# Civil War Figures?



## geekchris (May 9, 2016)

Hello,
I am planning a Civil War Diorama, and I was wondering if anyone knew of any good sources of Civil War figure kits, preferably in a larger scale, 1/50 or larger. I've done some looking and it doesn't look like there is much out there. I'm mainly looking for infantry, although some cavalry and artillery would also be nice.
-Chris


----------



## Owen E Oulton (Jan 6, 2012)

I believe there are several sets of 1/32 scale US Civil War figure sets available, possibly from Airfix. These are one-piece figures in a soft polythene plastic, but can be pre-primed with Krylon plastic fusion paints designed for patio furniture, then primed with regular primer and painted any way you like, with your choice of paints. The fusion paints bond chemicaly with the plastic and wan withstand moderate stress without cracking and flaking off. You'd be best off washing them with grease-fighting dish detergent and thoroughly rinsing them first.


----------



## djnick66 (May 2, 2008)

Airfix never made any 1/32 Civil War figures but other companies do. Armies in Plastic, Clasic Toy Soldiers, Marx, etc. all have various 54mm, 1/32 and 60mm Civil War figures and accessories. 

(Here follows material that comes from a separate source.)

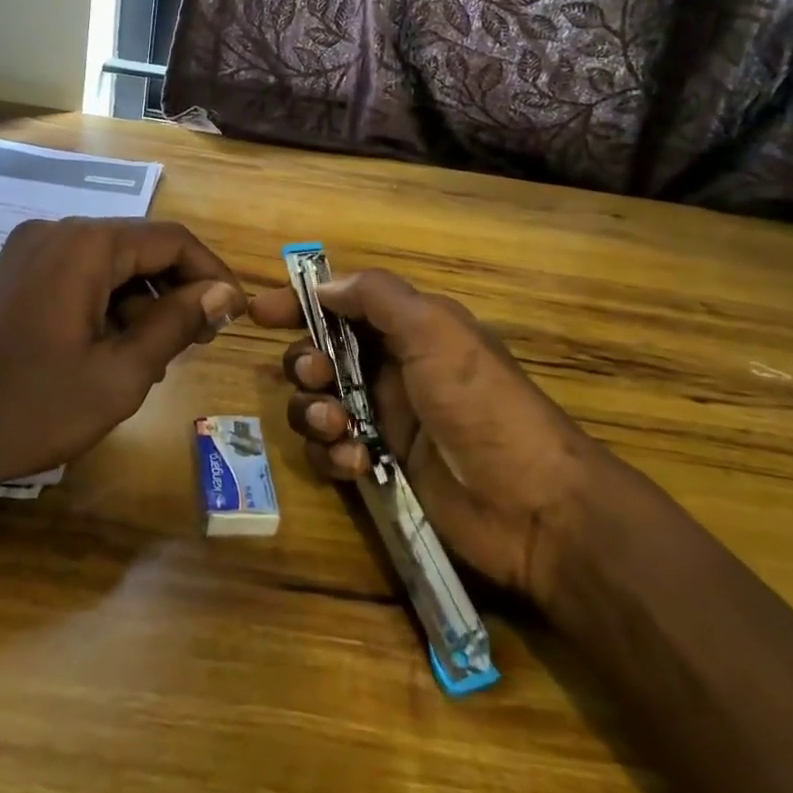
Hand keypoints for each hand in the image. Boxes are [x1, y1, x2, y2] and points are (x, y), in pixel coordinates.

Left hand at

The soft plastic figures are not terribly hard to paint but paint will flake off of thin parts like rifles and bayonets if you are not careful. The Krylon Fusion paint does sort of adhere but it is also very very very thick. I painted some Marx Roman accessories with it and was disappointed both in the thickness and the fact that it took forever to dry.

I&R Miniatures is still around and they offer a wide range of 54mm metal civil war figures and accessories that are intended for dioramas and scenes. Of course the cost is more, but you get what you pay for and metal is more durable than rubber.


----------